Put simply, Guillorme is clearly a better defender than Reyes, and Flores is clearly a better hitter than Reyes and both play the same positions that Reyes plays, so it is hard to see a reason why Reyes remains on the roster at this point. Amed Rosario seems to be settling in just fine, and one is left to wonder how much more mentoring he needs that Reyes cannot provide as a friend rather than a teammate.

Guillorme isn’t the only player that can fill Reyes’s roster spot competently among the Mets’ depth pieces. Ty Kelly has a respectable .838 OPS at Triple-A Las Vegas. Phillip Evans, recently sent back down to Triple-A, holds an .834 OPS himself. Both players have the positional flexibility to be useful utility players. Jeff McNeil, finally healthy, is tearing it up for the Binghamton Rumble Ponies and holds a 1.118 OPS for the season with 12 home runs and 32 RBIs and remains and intriguing option with some upside. Later in the summer, T.J. Rivera may become an option as well, as he continues to rehab from Tommy John surgery.
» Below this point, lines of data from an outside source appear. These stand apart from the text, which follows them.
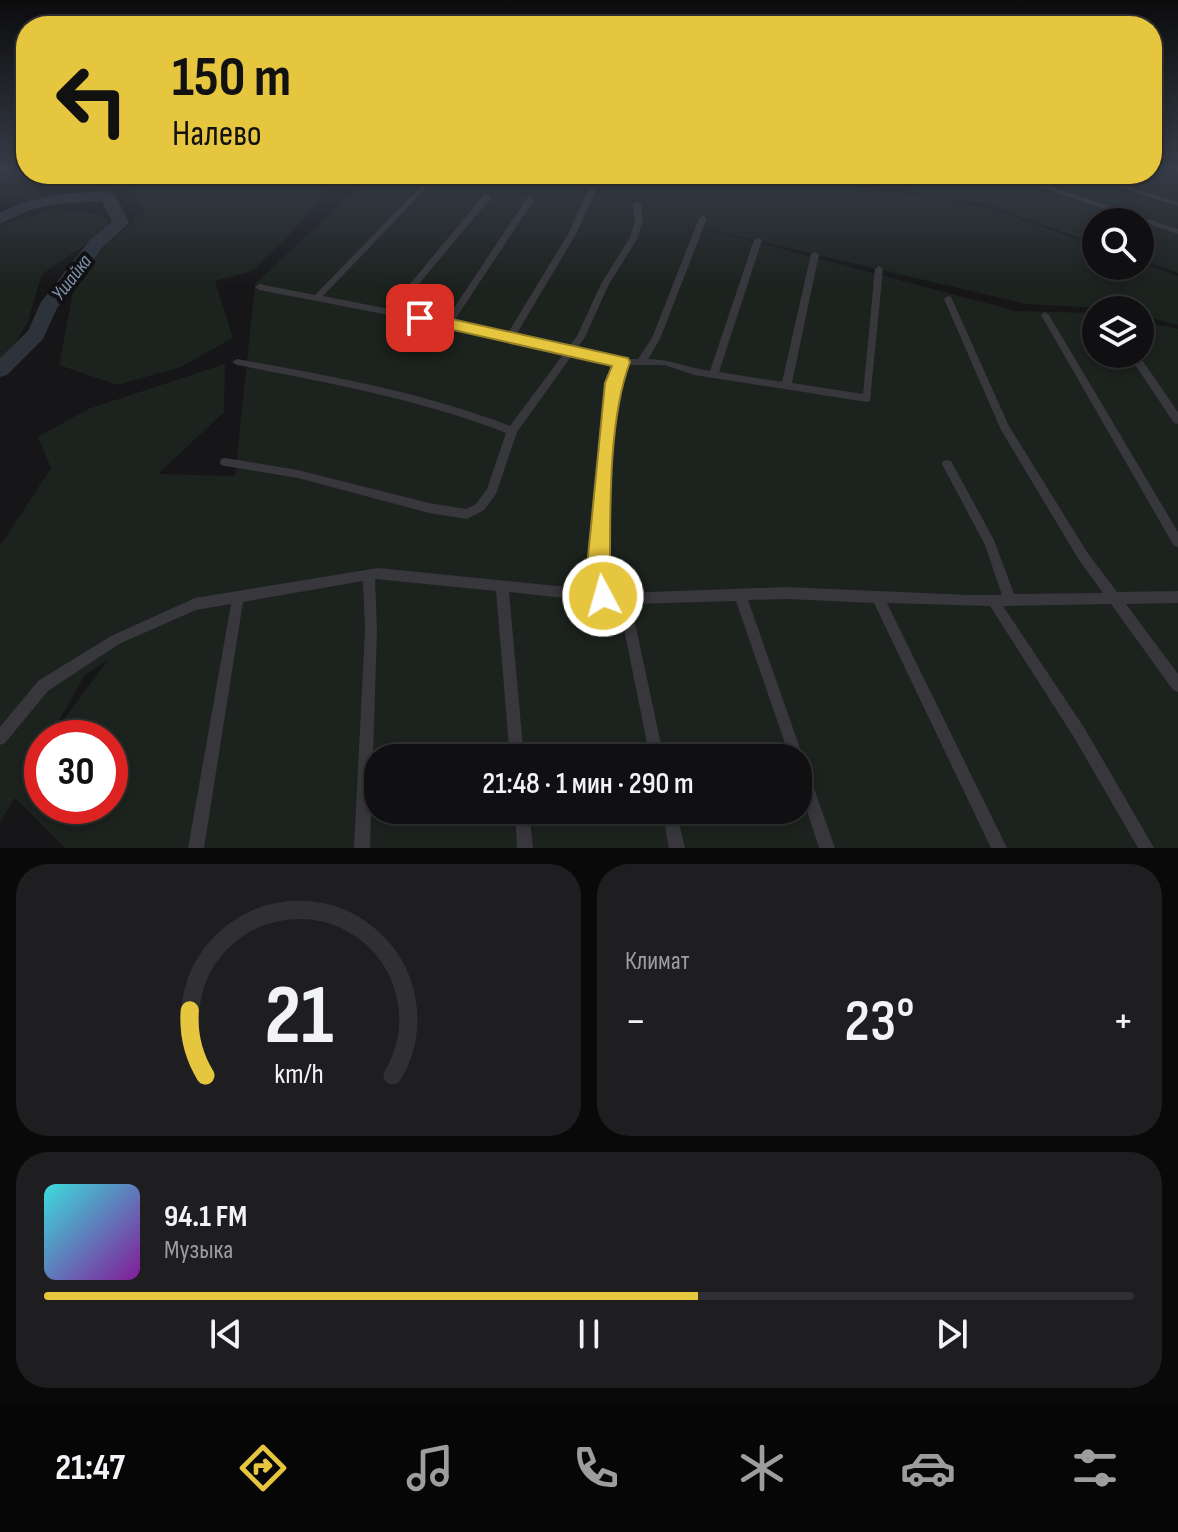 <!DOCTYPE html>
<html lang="ru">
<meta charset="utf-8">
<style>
:root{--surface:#101012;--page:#1e1e20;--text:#f1f3f6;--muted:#9c9d9f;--line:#303032;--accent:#e7c63f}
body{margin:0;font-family:"Sofia Sans Condensed",sans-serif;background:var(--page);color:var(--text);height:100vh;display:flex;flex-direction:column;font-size:30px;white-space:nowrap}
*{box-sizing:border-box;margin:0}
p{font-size:26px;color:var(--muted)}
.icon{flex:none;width:44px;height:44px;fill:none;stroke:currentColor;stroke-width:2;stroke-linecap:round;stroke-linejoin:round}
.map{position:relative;height:848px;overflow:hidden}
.panel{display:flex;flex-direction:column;gap:16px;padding:16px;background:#09090a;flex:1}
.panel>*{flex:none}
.hud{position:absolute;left:16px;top:16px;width:1146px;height:168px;border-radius:32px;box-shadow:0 4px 12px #0003,0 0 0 2px var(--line);background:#e7c63f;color:#111;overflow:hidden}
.fabs{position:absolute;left:1082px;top:208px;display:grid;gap:16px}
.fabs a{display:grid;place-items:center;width:72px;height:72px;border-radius:50%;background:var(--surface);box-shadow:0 4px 12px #0003,0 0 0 2px var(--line);font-size:40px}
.speed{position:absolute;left:24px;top:720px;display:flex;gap:16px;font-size:40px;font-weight:700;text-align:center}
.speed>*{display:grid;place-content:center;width:104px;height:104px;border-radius:50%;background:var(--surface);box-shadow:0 4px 12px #0003,0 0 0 2px var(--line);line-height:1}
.speed .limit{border:12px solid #d22;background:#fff;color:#111}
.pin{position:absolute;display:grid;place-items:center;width:68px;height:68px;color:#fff;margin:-34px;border-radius:16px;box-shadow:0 4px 12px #0006}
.me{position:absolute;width:88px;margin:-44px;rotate:354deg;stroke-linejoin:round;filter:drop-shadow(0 0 6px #0008)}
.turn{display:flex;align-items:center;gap:28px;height:168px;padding:0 24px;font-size:36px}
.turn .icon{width:104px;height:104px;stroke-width:2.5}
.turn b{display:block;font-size:56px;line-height:68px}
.big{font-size:60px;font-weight:600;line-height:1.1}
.panel .card{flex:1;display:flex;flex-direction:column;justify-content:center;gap:12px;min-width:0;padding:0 28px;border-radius:32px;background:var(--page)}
.panel .dial{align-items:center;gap:0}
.dial svg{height:208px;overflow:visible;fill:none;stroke:var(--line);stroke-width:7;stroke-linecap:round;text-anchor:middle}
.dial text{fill:var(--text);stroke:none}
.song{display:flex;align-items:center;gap:24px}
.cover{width:96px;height:96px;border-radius:12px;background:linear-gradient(135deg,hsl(180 70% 55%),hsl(290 70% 35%))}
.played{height:8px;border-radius:4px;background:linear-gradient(90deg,var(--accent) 60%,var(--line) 60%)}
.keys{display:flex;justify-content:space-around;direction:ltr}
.heat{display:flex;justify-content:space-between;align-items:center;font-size:44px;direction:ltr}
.panel .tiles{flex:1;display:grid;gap:16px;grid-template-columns:1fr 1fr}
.card:last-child{grid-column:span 2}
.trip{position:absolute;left:364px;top:744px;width:448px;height:80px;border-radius:32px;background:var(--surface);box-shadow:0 4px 12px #0003,0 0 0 2px var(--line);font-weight:600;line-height:80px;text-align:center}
.tabs{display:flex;height:128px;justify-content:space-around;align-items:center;background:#060607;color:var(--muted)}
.tabs .icon{width:56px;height:56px}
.tabs .active{color:var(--accent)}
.tabs b{font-size:36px;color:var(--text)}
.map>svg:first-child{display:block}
.green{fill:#1c221e;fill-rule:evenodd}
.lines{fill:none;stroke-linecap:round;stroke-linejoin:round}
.river{fill:#2d333b;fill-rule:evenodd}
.street{fill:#37373c;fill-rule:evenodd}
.route{fill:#e7c63f;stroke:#968129;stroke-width:2}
.labels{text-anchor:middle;stroke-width:8;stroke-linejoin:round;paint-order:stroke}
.far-water-label{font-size:20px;font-style:italic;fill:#8294b0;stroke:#111113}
</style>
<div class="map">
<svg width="1178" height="848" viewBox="0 0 1178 848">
<rect width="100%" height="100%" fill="#161618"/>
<path class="green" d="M1152,169h26v104l-38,-14v-37h-44v22l-112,-40 -187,-30h355z
M114,174h199l16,13 -35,43 -42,41 -37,10 18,57 -52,29 -64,18 -58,-20 18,-94 69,-61z
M372,174h405l210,33 109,39v20h44v-4l38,14v49l-38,-10v-5l-113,-6 -325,-76 314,83 80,2v41h44v-33l38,8v519h-1113l-50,-50 -15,24v-276l51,-78 -13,-31 50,-28 137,-45 -1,48 -66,62 77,2 20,-192zM108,660l-58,78h60v68h-68v-68h7l36,-63zM378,758h420v52h-420z
M55,209l45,5 9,8 -5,10 -62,42 -14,47 -17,31 -11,11v-138z"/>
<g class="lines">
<path class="river" d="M108,191l8,5 13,27 -27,25 -45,60 -14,31 -36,36 -7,2v-19l28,-27 13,-29 49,-62 22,-18 -10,-21 -47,3 -25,6 -30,14v-11c35,-18 70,-20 108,-22z"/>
<path class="street" d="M1172,169h6v3l-5,-2z
M917,174h11l26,7 8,-7h7l-14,11z
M1003,174h10l21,7 13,-7h8l-15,9 138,46v5z
M1079,174h10l89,28v4z
M422,185l6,1 -105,110 66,13 95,-114h6v4l-93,111 49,10 81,-122h3l4,2 -80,121 54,12 60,-99 21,-46 4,-2 4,2 -21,46 -60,101 53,12 8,-11 24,-52 28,-45 6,-17 -2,-18 4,-2 4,2 2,18 -6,17 -28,45 -24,53 -8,12 45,10h16l14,-21 47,-120 4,-2 4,2 -47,121 -12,20c22,0 40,9 62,12l44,-131 4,-2 4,2 -43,132 63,10 29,-128 4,-2 4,2 -27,129 71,11 12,-125 4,-3 4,3 -13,132 -3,1 -173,-27 -29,-10h-39c-23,73 -23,152 -17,227l15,1 162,-6 183,8h33l-17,-50 -43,-81 1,-3 4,-1 4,1 43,79 20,54 89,-1 -24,-33 -78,-130 -57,-131 4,-3 3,1 58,129 78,126 30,40 61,-1v12l-52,1 52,70v18l-5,-2 -62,-86 -108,2 82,123 69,119h-16l-63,-109 -85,-133 -103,-3 120,245h-16l-117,-245 -88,-4 -38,1 87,248h-16l-21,-65v-25h-8l-54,-157 -105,3 33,154h-14l-31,-154 -110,-12 15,166h-14l-14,-167 -121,-12 2,51 -7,218h-16l11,-218 -2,-49 -120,21 -39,246h-16l43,-244 -35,6 -77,34 -71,47 -43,52 -5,2v-18l38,-46 73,-45 84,-38 183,-30 219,22c-5,-75 -3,-153 20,-226l-44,-10 -56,78 -21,62 -12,16 -17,9 -38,-6 -131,-35 -73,-12 -4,-1 -1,-3 1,-3 4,-1 73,12 131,33 37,6 10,-5 11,-15 19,-56c-87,-34 -178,-50 -269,-68l-5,-3 5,-3c93,17 185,33 273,67l55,-74c-101,-22 -204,-43 -306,-62l-4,-3 4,-3 56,11z
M1045,312l4,3 129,217v15l-4,-1 -133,-231z
M1128,354h10l40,58v12l-4,-1z
M515,810h14l4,38h-16z
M662,810h14l9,38h-16z"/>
</g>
<linearGradient id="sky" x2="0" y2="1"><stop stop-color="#0c0c0d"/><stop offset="0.59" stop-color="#363c48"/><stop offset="1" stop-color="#363c48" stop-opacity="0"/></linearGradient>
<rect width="1178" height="287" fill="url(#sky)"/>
<path class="route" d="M420,312l208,46 2,4c-20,53 -20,135 -20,192 0,16 8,34 1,49l-8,3 -8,-3 -7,-46 17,-174 7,-17 -198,-45 -2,-3z"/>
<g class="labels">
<g class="far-water-label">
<text transform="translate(71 277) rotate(-52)" y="7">Ушайка</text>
</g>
</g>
</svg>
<div class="fabs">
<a><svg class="icon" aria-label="search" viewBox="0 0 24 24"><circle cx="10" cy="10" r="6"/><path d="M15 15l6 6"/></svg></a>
<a><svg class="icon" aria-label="layers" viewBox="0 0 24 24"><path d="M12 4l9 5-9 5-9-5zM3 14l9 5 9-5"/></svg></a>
</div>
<div class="speed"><div class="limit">30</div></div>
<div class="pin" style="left:420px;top:318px;background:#d93025"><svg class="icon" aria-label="arrive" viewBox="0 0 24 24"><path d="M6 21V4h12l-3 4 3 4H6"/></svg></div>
<svg class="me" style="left:603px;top:596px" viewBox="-20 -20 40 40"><circle r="17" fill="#e7c63f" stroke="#fff" stroke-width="3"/><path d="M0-11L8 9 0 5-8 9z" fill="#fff"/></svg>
<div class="trip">21:48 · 1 мин · 290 m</div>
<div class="hud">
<div class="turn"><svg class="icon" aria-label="left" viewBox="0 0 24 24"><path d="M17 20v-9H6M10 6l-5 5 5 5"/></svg><div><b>150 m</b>Налево</div></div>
</div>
</div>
<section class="panel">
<div class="tiles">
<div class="card dial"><svg viewBox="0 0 100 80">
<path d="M14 69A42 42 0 1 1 86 69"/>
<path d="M14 69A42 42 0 0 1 8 44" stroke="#e7c63f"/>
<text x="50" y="56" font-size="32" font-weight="700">21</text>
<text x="50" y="72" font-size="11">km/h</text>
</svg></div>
<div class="card"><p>Климат</p>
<div class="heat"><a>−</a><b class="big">23°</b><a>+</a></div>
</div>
<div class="card">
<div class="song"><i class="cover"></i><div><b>94.1 FM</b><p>Музыка</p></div></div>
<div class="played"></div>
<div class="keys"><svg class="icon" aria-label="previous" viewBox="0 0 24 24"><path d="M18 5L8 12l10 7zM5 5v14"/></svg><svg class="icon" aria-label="pause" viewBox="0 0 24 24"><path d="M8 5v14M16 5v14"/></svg><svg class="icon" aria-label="next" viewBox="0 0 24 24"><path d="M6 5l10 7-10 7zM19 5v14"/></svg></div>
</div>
</div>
</section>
<nav class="tabs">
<b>21:47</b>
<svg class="icon active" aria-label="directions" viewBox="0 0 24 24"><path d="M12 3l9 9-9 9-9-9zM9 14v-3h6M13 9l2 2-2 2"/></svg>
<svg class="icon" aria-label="music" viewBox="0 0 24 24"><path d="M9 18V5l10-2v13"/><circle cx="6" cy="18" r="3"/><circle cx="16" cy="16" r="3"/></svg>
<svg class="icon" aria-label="phone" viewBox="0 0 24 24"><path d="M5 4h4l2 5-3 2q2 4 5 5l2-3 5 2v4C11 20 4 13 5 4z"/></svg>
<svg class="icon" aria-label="climate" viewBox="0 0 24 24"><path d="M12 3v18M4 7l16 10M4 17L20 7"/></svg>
<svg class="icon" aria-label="car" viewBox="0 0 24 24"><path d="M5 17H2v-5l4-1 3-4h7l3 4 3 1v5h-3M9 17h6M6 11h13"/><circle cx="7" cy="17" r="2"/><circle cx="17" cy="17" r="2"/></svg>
<svg class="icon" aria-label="filters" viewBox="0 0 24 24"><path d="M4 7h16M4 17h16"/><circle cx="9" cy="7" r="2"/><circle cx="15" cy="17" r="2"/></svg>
</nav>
The fact remains that the Reyes signing was one made out of sentimentality for a player that once was, rather than to fill an actual need. Continuing to carry him on the roster represents a biased assessment of the player he is now and a continued pattern of refusing to cut bait with aging veteran players when it is warranted. Reyes’s once wonderful and fond Mets legacy is unfortunately already tainted. There is little reason to taint it further, grasping at the small chance that Reyes has something left to give the team, as the offense continues to struggle to score runs while the Mets wait for his bat to come alive again.